# Assignment:
The entries that follow must be given again exactly, with the pictures excluded.

# Information supplied:
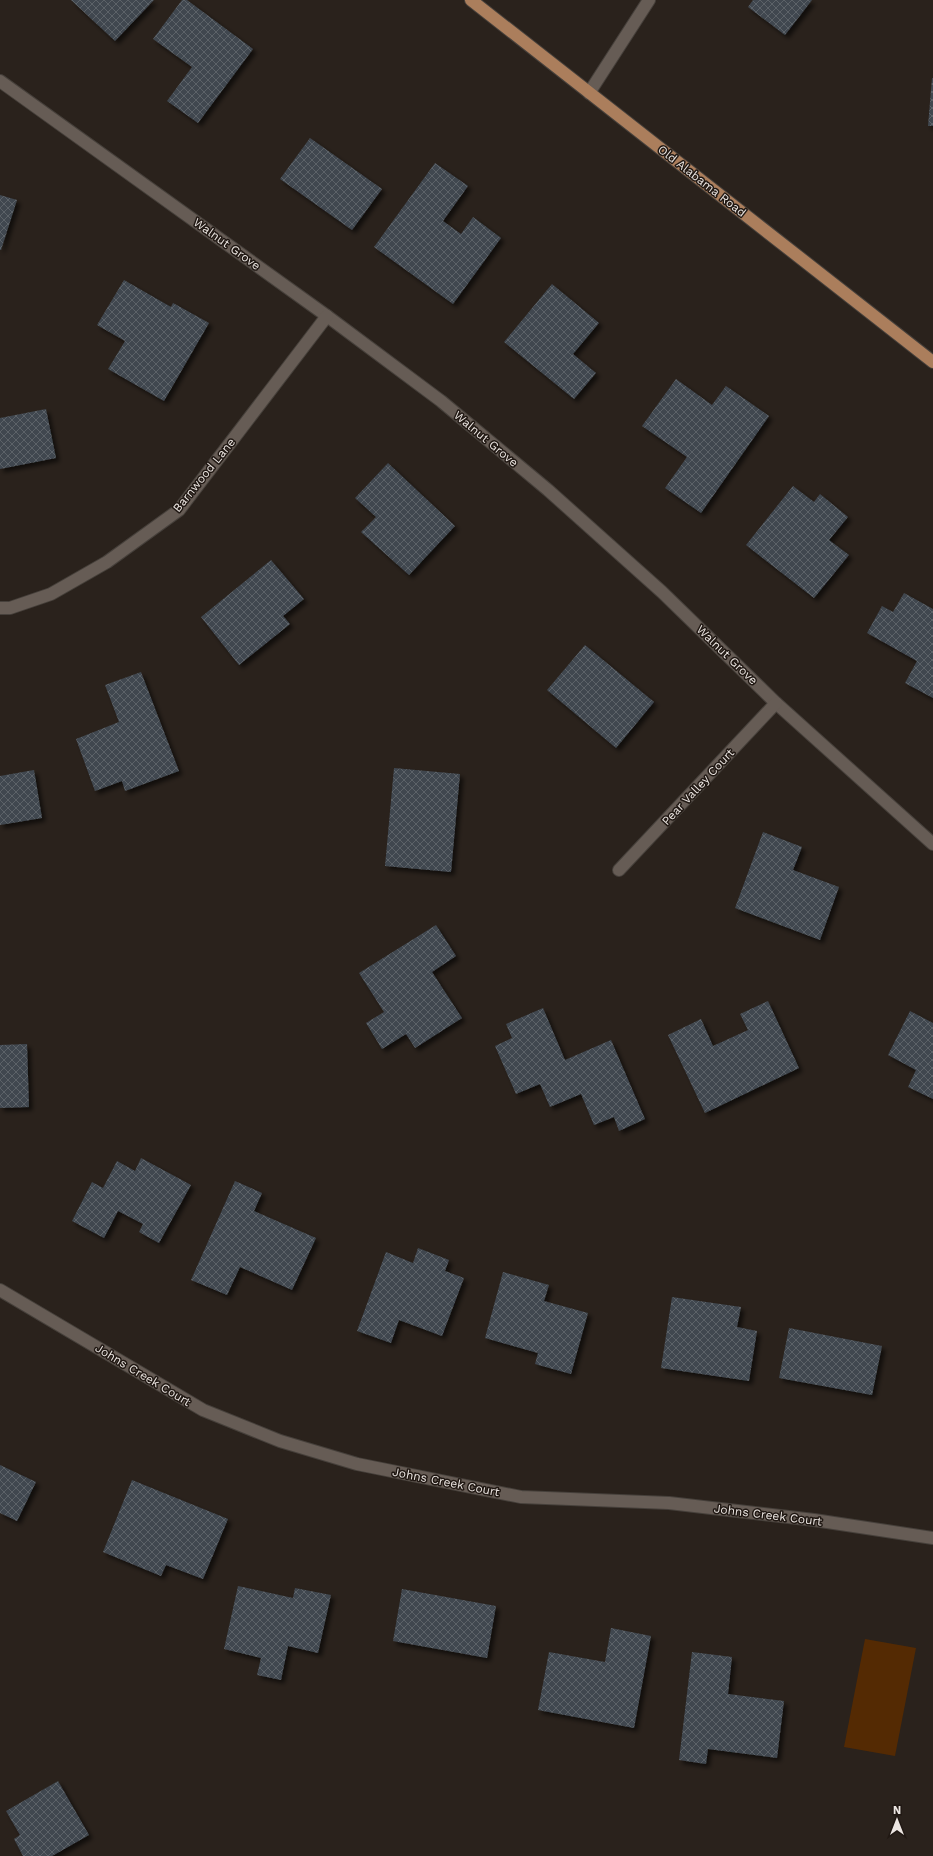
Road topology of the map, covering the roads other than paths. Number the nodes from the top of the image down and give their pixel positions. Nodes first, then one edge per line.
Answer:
1 (471, 0) edge
2 (649, 0) edge
3 (0, 81) edge
4 (589, 93) junction
5 (327, 316) junction
6 (933, 362) edge
7 (0, 608) edge
8 (776, 703) junction
9 (933, 844) edge
10 (619, 870) dead end
11 (0, 1290) edge
12 (933, 1538) edge

1 - 4 main road, Old Alabama Road
2 - 4 street
3 - 5 street, Walnut Grove
4 - 6 main road, Old Alabama Road
5 - 7 street, Barnwood Lane
5 - 8 street, Walnut Grove
8 - 9 street, Walnut Grove
8 - 10 street, Pear Valley Court
11 - 12 street, Johns Creek Court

# Response to the task:
Road topology of the map, covering the roads other than paths. Number the nodes from the top of the image down and give their pixel positions. Nodes first, then one edge per line.
Answer:
1 (471, 0) edge
2 (649, 0) edge
3 (0, 81) edge
4 (589, 93) junction
5 (327, 316) junction
6 (933, 362) edge
7 (0, 608) edge
8 (776, 703) junction
9 (933, 844) edge
10 (619, 870) dead end
11 (0, 1290) edge
12 (933, 1538) edge

1 - 4 main road, Old Alabama Road
2 - 4 street
3 - 5 street, Walnut Grove
4 - 6 main road, Old Alabama Road
5 - 7 street, Barnwood Lane
5 - 8 street, Walnut Grove
8 - 9 street, Walnut Grove
8 - 10 street, Pear Valley Court
11 - 12 street, Johns Creek Court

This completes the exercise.